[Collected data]
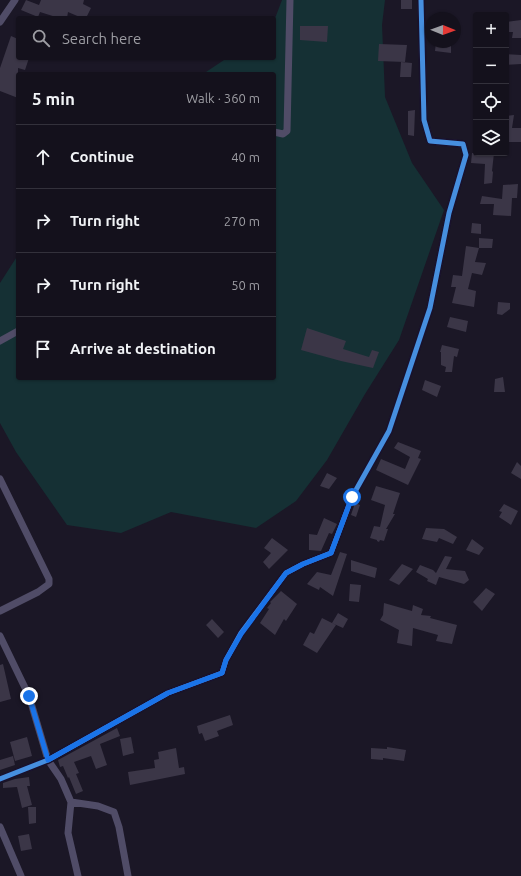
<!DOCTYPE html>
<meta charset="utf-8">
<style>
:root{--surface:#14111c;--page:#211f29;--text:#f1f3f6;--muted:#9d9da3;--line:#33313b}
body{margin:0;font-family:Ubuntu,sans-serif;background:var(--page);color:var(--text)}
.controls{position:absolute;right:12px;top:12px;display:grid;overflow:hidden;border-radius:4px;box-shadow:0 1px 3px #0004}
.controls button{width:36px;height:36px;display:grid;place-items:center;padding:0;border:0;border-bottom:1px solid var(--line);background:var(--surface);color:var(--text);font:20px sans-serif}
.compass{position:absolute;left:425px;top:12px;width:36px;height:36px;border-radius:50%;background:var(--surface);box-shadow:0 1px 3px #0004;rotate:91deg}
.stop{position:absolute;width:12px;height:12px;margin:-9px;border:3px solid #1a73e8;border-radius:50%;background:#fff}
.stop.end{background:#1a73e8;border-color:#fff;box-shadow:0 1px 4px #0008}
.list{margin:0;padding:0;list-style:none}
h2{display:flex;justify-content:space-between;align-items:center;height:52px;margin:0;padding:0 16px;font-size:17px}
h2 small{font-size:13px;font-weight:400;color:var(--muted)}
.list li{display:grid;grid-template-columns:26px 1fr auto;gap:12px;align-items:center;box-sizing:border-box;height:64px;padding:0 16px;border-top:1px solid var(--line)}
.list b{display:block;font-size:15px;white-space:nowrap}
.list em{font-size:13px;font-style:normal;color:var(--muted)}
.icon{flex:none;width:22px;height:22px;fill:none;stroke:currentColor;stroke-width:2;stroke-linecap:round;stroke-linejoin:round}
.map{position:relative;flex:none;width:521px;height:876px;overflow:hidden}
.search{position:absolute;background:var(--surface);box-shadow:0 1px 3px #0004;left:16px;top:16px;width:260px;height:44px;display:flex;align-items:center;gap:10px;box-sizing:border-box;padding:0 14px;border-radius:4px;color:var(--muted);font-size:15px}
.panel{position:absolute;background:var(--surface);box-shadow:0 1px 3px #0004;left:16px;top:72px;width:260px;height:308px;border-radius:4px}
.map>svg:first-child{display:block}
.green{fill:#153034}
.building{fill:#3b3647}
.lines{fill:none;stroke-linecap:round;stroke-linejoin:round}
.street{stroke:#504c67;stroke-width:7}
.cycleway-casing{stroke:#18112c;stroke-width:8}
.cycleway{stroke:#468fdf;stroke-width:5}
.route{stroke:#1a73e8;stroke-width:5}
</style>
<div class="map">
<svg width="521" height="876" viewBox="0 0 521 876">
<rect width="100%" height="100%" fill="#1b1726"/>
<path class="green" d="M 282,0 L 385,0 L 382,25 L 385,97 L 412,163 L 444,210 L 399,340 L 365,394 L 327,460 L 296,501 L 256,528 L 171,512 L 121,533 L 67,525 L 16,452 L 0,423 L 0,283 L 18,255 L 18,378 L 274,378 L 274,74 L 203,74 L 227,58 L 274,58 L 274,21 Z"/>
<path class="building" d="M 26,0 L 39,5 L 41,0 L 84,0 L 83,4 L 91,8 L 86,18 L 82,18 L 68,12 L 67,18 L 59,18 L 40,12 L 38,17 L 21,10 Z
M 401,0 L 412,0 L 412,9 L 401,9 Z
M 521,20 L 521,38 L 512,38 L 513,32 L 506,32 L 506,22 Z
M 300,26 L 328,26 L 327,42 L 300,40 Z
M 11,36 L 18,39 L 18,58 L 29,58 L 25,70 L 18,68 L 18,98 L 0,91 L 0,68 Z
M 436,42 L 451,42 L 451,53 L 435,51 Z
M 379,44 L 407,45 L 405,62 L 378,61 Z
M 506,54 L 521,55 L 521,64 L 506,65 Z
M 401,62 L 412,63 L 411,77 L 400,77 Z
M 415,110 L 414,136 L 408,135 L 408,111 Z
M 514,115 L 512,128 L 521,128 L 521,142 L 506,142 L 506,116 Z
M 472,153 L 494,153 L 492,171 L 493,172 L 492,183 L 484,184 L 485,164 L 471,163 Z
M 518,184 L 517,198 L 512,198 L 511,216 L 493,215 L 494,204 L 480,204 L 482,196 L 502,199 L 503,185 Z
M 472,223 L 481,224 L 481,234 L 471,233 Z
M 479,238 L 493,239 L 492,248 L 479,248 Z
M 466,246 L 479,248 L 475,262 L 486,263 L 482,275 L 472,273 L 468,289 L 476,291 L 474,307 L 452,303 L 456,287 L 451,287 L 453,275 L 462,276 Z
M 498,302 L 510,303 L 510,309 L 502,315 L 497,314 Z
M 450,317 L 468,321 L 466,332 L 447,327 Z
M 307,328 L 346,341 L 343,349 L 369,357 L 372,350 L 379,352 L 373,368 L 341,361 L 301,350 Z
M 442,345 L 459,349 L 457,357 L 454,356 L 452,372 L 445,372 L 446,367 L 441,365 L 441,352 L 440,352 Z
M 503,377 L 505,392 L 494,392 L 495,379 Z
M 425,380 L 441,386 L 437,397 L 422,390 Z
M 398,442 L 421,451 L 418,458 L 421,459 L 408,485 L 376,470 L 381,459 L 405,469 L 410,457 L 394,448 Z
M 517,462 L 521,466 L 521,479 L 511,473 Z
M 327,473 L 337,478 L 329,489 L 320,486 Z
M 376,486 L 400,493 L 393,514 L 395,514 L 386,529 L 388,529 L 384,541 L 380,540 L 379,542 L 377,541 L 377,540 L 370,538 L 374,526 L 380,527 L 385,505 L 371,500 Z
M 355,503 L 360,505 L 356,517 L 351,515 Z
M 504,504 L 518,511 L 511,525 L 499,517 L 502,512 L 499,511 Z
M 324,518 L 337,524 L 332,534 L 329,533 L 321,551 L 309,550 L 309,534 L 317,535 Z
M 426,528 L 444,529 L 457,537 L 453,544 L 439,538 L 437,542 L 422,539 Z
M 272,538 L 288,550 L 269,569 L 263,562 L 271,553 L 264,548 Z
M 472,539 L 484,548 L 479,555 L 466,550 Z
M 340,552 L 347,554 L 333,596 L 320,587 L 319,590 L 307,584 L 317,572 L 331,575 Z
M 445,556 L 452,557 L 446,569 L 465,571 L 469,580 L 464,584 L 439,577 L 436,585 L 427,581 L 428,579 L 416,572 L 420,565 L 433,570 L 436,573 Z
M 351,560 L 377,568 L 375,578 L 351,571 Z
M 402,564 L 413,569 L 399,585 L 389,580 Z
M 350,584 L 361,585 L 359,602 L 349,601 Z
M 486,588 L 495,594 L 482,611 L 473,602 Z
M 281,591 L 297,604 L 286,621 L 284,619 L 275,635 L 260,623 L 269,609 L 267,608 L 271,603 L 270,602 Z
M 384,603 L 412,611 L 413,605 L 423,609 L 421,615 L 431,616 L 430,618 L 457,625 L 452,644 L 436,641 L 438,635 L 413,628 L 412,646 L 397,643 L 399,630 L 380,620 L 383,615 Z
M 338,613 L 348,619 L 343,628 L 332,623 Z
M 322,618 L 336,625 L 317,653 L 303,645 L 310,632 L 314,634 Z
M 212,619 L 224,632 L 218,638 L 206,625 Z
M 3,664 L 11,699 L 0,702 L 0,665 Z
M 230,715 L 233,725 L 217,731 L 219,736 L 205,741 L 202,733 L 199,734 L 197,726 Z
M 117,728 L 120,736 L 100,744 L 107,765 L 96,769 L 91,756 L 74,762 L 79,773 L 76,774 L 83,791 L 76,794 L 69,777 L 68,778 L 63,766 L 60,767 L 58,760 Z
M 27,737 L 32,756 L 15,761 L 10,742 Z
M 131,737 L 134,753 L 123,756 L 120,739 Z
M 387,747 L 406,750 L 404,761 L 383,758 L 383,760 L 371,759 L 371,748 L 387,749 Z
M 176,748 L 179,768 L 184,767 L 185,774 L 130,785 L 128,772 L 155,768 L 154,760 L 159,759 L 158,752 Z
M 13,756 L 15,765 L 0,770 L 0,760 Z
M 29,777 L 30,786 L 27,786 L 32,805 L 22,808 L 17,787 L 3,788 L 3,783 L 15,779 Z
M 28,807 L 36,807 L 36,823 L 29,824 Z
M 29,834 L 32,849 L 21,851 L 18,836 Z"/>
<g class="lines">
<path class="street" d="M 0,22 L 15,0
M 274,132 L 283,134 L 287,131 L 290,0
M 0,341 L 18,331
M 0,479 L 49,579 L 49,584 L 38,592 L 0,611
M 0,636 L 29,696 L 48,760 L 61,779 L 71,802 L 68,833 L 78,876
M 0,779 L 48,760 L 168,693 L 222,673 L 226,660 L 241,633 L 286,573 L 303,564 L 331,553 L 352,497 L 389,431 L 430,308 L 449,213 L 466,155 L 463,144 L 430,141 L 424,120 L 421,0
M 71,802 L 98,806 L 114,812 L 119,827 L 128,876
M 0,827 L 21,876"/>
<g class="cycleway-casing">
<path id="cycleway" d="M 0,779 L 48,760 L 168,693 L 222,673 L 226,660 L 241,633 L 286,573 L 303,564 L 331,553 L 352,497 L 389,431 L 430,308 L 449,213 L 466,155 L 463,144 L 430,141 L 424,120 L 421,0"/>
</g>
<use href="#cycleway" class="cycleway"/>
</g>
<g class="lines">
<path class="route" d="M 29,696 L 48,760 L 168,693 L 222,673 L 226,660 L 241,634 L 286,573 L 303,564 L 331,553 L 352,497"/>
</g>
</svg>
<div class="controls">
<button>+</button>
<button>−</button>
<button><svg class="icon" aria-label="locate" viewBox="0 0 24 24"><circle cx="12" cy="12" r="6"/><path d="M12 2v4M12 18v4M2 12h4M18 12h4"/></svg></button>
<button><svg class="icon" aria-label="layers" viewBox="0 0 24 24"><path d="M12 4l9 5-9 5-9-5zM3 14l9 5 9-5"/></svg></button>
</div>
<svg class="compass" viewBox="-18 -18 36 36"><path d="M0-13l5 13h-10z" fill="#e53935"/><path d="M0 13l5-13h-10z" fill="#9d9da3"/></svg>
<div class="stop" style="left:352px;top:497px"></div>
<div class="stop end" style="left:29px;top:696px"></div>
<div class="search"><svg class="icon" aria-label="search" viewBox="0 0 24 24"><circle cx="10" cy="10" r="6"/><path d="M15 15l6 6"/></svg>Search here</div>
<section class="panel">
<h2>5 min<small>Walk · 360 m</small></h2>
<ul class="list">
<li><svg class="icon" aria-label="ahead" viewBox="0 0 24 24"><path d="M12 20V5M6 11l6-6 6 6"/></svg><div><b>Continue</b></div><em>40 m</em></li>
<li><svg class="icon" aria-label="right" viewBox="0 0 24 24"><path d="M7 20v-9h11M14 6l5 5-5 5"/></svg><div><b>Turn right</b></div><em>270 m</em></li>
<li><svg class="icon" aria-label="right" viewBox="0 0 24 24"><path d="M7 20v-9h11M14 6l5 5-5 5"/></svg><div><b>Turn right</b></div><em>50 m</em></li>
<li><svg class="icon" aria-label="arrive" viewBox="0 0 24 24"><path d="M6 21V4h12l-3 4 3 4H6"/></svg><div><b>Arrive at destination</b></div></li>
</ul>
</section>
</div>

» **Problem details**
Scan the entries and show every line in which the word "sans" is found.

» **Response area**
body{margin:0;font-family:Ubuntu,sans-serif;background:var(--page);color:var(--text)}
.controls button{width:36px;height:36px;display:grid;place-items:center;padding:0;border:0;border-bottom:1px solid var(--line);background:var(--surface);color:var(--text);font:20px sans-serif}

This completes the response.